Relativamente a essas reflexões, podemos falar do fenômeno da proliferação de blogs e de páginas pessoais ou de pequeno porte, pequenas revistas eletrônicas ou simplesmente sites de crítica à imprensa, à universidade e, enfim, às idéias da intelectualidade homogeneizada que domina o debate público nas TVs e nos jornais do Brasil e do mundo, ou como se costuma chamar, a formação de opinião hoje.

E quando falo isso, não estou me referindo à alegação consensual de que grandes corporações dominam a mediação da informação e que a Internet estaria fazendo frente a isso. Realmente, a informação hoje é mediada por grandes empresas. Contudo, isso está longe de ser um problema para a intelectualidade acadêmica, pois as grandes empresas há muito já se acostumaram a ecoar o pensamento "neomarxista" ou "neo-socialista" cada vez mais mais forte na América Latina. Quem duvidar disso pode abrir qualquer caderno cultural e ver que tipo de livro editado ou traduzido nesse país recebe mais atenção dos resenhistas. A única barreira que ainda existe é a do mercado, pois os jornais e revistas precisam vender. Se não precisassem vender, poderiam ser todos como a Caros Amigos. E este é o sonho de quase toda a intelectualidade.
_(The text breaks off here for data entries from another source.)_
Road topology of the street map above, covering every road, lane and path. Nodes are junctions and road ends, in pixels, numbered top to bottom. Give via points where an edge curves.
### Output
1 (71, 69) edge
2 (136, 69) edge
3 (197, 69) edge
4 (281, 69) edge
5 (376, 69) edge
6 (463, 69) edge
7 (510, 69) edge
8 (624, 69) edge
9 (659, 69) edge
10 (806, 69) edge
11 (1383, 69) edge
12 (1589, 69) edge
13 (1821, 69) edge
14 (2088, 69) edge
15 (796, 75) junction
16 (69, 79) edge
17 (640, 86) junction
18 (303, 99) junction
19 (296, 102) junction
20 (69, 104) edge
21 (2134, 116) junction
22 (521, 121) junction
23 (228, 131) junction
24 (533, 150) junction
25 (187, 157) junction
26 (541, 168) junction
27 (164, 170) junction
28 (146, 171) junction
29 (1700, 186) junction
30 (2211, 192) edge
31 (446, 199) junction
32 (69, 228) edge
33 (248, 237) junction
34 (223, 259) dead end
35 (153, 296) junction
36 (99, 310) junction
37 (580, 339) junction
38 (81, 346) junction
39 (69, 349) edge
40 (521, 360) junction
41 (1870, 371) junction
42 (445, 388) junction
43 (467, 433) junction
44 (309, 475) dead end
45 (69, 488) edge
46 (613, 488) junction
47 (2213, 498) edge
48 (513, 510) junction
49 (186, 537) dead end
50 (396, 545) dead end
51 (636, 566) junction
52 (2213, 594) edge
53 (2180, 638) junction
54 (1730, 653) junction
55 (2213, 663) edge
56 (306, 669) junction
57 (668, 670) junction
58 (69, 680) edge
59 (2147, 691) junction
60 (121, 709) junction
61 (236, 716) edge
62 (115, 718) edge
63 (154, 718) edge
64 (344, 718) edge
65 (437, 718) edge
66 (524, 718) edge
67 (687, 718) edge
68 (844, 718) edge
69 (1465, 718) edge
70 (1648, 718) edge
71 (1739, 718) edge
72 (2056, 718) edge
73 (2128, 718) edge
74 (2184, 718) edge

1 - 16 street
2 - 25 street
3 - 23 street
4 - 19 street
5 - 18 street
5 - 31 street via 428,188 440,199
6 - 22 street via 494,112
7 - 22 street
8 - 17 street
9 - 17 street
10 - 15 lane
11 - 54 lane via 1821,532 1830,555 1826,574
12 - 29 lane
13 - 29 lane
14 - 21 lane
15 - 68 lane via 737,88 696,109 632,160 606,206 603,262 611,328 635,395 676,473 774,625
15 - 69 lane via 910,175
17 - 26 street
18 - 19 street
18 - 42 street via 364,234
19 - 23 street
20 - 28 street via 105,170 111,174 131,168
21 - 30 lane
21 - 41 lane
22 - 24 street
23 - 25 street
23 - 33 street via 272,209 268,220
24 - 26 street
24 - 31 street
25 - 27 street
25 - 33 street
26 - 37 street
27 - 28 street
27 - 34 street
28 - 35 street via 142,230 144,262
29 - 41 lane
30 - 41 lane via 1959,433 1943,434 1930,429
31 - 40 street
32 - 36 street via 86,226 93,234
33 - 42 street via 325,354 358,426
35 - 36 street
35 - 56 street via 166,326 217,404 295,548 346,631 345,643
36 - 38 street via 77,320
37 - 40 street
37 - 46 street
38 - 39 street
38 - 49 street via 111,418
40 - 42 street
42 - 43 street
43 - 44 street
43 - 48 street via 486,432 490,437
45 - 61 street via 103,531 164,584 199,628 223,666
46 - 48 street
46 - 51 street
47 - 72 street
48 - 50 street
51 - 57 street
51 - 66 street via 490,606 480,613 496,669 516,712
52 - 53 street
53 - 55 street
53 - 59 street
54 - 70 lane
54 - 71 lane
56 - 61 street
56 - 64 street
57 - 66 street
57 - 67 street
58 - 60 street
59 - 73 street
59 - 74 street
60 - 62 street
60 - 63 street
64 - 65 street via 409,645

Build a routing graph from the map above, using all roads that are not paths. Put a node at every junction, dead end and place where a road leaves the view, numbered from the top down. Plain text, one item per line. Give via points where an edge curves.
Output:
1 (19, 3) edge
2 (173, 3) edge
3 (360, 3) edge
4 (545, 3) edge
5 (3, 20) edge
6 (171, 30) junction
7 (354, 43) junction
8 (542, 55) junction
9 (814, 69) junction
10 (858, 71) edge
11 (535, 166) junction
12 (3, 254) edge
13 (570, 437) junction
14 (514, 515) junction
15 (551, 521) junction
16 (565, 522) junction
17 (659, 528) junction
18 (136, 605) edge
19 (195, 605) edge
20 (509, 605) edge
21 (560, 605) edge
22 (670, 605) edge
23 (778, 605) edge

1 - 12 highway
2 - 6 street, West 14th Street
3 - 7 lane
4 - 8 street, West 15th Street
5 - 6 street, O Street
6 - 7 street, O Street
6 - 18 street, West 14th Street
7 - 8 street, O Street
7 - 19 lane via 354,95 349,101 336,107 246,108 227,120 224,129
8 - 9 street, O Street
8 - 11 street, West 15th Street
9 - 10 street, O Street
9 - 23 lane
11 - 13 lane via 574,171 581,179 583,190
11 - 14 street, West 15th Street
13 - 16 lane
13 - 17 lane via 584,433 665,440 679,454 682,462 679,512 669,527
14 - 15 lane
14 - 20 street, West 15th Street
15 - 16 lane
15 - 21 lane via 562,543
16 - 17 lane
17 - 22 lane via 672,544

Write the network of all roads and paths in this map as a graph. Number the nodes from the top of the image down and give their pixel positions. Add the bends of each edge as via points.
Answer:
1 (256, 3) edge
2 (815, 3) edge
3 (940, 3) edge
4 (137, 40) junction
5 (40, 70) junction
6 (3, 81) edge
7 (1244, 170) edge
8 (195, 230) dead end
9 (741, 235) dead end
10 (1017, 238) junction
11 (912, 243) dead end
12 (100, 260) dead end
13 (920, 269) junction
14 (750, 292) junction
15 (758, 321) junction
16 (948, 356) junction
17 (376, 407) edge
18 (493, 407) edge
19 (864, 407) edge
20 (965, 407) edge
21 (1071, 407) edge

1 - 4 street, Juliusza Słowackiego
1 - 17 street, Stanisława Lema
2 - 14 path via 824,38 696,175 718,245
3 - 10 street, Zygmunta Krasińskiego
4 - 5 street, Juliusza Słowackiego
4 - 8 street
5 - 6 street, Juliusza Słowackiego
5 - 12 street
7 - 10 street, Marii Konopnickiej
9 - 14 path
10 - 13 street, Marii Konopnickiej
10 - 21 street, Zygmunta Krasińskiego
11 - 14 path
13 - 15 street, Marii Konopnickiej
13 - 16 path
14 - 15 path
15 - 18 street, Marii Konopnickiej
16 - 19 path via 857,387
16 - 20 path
Estou me referindo, então, a um tipo de indivíduo praticamente isolado que acredita que é possível lutar contra as grandes corporações e contra o coletivismo a serviço do qual elas estão. Esse indivíduo está duplamente isolado, pois não tem a seu lado nem o Estado que lhe paga um salário e nem as grandes corporações (de negócios ou de ensino) que financiam os projetos que, em última instância, visam a própria condenação delas.

Sobre esse indivíduo e seus conflitos pessoais, pretendo falar no próximo artigo, com base - entre outras coisas - em minha experiência própria.